Hay lugares que marcan la vida de adolescente, o al revés. Lugares donde se da curso a locuras y desafueros que quedan en la memoria como eco de un tiempo que ya no volverá. Hay puntos en la geografía que marcan ese no declarado avance hacia lo prohibido. Lo prohibido, tan delicioso en su aparente imposibilidad, nos llevó tantas veces hasta la playita, aún cuando nuestros padres no nos daban permiso y ni siquiera imaginaban que alguien siempre trajo una botella de ron, y las trusas estaban escondidas bajo el uniforme, y nos ganaba ese salto en el estómago ante la remota posibilidad de que el adolescente de nuestros sueños se decidiera por fin a besarnos allí, para salir corriendo por el susto del beso en aquel breve entramado de callecitas sobre el arrecife, con bancos largos donde puede uno tenderse a tomar el sol o a mirar las estrellas. Nunca se advirtió el peligro al romper las olas, un tanto agresivas, en el inhóspito diente de perro plagado de erizos y moluscos, porque cuando se es adolescente no se toman en cuenta este tipo de cosas, porque cuando se deja de ser adolescente ya no se va casi nunca a la playita de 16, salvo algunas madrugadas donde el alcohol lo sacude a uno de tal manera que hasta los recuerdos caen de los bolsillos, y uno se decide no solo a llegar hasta allí sino que, en una rapto de energías renovadas, hace uno la campana para probar que todavía nos queda un poco de vida dentro.
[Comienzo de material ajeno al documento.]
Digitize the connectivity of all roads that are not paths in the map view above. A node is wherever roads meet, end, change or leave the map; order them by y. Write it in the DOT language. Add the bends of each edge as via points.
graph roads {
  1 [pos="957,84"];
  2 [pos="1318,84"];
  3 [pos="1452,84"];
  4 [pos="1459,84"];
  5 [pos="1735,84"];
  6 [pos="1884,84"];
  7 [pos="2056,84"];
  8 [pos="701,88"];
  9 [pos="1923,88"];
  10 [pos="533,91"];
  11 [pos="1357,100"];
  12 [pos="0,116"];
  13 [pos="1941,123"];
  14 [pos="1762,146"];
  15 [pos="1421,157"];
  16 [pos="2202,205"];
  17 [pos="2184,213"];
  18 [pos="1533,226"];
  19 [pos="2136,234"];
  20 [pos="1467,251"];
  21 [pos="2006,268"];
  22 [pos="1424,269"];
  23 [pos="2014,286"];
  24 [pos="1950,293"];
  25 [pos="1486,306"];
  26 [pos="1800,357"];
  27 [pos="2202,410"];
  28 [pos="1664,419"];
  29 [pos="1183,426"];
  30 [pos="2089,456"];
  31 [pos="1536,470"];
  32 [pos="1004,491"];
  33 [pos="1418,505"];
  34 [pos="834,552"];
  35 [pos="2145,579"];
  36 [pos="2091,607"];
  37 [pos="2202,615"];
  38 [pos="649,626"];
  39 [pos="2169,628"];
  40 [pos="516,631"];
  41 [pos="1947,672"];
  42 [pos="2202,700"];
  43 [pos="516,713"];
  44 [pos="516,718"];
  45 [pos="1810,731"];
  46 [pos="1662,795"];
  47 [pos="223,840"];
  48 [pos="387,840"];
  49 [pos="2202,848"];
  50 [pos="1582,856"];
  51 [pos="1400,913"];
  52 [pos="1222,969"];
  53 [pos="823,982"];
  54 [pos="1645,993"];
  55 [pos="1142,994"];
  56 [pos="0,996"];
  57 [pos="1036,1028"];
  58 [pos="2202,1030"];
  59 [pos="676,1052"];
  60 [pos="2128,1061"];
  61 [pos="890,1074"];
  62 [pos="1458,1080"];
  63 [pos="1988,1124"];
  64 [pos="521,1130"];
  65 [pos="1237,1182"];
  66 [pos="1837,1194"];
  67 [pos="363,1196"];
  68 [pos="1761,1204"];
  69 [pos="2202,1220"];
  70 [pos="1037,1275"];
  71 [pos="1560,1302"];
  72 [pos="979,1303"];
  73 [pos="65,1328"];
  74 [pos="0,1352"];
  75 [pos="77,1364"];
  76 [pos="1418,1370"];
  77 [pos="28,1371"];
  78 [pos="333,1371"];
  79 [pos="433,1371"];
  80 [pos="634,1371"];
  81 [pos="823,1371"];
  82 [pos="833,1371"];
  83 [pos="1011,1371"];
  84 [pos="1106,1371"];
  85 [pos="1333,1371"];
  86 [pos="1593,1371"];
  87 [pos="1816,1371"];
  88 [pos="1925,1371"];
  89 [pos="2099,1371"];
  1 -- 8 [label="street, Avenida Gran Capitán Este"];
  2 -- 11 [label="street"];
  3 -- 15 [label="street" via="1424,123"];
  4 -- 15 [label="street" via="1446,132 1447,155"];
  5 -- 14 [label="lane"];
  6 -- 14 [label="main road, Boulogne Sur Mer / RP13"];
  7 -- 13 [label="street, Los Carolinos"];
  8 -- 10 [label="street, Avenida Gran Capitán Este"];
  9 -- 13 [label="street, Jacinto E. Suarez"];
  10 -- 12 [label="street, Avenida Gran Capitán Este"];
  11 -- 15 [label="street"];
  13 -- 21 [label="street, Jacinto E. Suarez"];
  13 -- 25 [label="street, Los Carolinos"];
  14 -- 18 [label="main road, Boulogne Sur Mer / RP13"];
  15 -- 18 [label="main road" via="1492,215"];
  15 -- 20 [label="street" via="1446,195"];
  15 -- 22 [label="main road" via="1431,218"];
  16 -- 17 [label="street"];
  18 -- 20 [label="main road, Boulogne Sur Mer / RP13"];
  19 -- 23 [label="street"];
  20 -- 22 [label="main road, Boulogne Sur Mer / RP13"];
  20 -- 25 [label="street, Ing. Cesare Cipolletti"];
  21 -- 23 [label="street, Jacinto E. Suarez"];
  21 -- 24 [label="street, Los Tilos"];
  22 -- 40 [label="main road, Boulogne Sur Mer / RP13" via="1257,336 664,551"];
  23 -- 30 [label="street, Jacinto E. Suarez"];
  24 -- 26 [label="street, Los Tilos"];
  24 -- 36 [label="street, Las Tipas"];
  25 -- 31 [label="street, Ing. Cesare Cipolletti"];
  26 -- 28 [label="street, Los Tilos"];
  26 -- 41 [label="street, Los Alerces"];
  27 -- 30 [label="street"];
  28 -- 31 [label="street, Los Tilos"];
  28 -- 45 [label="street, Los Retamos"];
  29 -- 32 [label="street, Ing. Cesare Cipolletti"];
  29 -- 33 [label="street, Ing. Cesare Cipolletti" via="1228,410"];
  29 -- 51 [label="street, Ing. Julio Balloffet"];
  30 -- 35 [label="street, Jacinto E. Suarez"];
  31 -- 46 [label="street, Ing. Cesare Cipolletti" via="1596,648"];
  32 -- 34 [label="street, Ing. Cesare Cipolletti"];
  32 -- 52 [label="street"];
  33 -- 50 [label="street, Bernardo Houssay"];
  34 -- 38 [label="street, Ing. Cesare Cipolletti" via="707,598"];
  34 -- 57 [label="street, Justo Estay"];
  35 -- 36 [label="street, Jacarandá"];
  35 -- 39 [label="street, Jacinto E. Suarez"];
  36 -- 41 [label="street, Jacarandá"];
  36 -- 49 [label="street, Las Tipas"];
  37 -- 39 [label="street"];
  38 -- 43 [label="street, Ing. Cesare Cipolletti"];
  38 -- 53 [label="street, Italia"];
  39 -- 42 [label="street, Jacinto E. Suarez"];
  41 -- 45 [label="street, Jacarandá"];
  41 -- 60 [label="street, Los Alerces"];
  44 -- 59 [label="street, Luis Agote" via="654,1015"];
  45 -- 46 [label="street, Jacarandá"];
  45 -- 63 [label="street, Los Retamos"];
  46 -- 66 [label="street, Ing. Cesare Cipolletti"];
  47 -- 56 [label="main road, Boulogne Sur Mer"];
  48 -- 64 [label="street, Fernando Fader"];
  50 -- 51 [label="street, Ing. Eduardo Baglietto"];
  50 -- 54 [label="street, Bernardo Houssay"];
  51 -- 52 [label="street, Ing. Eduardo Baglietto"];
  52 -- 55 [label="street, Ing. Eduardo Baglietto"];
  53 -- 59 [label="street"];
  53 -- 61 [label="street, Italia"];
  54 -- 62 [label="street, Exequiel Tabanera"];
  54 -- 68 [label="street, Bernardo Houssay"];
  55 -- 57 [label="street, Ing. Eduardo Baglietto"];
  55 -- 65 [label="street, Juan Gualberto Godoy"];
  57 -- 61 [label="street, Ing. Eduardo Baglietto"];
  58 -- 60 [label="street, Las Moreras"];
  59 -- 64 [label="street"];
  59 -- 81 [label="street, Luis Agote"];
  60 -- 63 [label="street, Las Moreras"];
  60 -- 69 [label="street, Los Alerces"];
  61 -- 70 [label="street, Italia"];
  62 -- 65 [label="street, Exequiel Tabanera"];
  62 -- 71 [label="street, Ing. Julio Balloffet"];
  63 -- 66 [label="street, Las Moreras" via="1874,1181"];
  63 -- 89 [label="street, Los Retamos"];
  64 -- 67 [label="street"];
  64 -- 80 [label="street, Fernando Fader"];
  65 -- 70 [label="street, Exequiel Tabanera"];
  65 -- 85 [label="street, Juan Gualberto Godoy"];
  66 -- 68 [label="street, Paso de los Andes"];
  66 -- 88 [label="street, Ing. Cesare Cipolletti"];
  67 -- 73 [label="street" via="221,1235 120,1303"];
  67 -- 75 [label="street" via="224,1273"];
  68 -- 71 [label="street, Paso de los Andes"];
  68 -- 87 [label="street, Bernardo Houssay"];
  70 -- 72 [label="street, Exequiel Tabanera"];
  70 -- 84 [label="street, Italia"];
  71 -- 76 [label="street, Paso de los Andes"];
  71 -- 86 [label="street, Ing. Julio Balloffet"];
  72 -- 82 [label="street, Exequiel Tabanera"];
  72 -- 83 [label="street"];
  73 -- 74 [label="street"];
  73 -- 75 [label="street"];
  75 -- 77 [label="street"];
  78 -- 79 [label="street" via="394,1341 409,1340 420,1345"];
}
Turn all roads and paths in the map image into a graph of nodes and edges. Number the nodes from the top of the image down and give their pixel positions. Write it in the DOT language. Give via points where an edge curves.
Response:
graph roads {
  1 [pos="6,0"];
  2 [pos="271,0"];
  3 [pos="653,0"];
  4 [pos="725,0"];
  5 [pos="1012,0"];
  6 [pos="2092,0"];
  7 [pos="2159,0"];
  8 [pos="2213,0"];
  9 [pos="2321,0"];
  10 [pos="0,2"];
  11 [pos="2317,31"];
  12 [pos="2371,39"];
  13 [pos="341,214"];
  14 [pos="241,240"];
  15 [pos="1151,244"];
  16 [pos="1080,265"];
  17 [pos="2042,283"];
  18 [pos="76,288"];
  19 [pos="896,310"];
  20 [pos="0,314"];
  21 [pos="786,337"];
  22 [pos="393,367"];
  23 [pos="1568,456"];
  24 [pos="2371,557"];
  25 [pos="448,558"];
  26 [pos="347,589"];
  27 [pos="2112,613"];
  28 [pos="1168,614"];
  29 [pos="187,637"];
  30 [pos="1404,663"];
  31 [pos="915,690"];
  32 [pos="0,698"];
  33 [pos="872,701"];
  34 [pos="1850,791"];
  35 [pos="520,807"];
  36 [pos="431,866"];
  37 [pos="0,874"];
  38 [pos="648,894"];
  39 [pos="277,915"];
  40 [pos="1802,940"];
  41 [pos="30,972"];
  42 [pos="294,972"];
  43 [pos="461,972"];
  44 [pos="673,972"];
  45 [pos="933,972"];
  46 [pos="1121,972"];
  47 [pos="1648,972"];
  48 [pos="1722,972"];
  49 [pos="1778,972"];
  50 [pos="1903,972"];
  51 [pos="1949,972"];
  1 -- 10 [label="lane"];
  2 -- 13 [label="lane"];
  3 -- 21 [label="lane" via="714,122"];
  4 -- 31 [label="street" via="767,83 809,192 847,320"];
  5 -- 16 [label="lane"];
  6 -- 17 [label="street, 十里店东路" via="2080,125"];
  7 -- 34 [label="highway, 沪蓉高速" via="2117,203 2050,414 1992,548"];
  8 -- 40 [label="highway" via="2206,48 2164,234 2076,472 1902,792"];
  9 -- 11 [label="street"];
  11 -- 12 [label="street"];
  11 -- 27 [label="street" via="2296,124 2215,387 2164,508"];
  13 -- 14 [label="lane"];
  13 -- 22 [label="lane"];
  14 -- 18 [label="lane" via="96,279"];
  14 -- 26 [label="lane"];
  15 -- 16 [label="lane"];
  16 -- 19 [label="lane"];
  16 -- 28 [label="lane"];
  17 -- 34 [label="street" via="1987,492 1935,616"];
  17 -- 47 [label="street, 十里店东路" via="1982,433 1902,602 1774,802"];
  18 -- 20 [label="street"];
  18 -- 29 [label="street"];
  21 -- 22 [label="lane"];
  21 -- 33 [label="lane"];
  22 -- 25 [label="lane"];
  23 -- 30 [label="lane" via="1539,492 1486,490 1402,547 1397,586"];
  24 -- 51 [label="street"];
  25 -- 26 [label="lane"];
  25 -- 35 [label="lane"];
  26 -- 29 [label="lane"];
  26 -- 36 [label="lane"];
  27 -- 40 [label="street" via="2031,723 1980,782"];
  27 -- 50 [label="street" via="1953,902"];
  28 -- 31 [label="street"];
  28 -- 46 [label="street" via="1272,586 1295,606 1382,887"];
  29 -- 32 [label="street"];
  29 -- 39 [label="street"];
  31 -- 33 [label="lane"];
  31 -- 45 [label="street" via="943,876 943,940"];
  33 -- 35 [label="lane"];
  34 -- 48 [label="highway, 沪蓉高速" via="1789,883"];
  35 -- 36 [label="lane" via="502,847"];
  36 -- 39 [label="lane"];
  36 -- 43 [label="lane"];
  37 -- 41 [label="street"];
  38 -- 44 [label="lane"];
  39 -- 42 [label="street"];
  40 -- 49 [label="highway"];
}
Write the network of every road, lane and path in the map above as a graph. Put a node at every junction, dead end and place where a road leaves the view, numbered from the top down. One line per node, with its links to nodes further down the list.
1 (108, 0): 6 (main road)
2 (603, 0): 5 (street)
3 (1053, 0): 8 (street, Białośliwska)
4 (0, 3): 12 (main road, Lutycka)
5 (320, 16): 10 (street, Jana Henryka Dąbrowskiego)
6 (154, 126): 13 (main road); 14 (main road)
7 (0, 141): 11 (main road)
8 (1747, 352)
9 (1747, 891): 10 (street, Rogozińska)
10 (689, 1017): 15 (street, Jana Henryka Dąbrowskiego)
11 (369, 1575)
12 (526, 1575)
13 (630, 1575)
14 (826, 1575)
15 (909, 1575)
La primera sale a medias, por el miedo a partirnos la cabeza, un brazo o una costilla, pero en un segundo intento ya no parece imposible, sino que llega la tercera campana con las piernas bien abiertas y los que vienen con nosotros aplauden, chiflan, gritan. Es más, al otro día nos dolerán todos los huesos, pero de seguro nos resultará más bella la vida.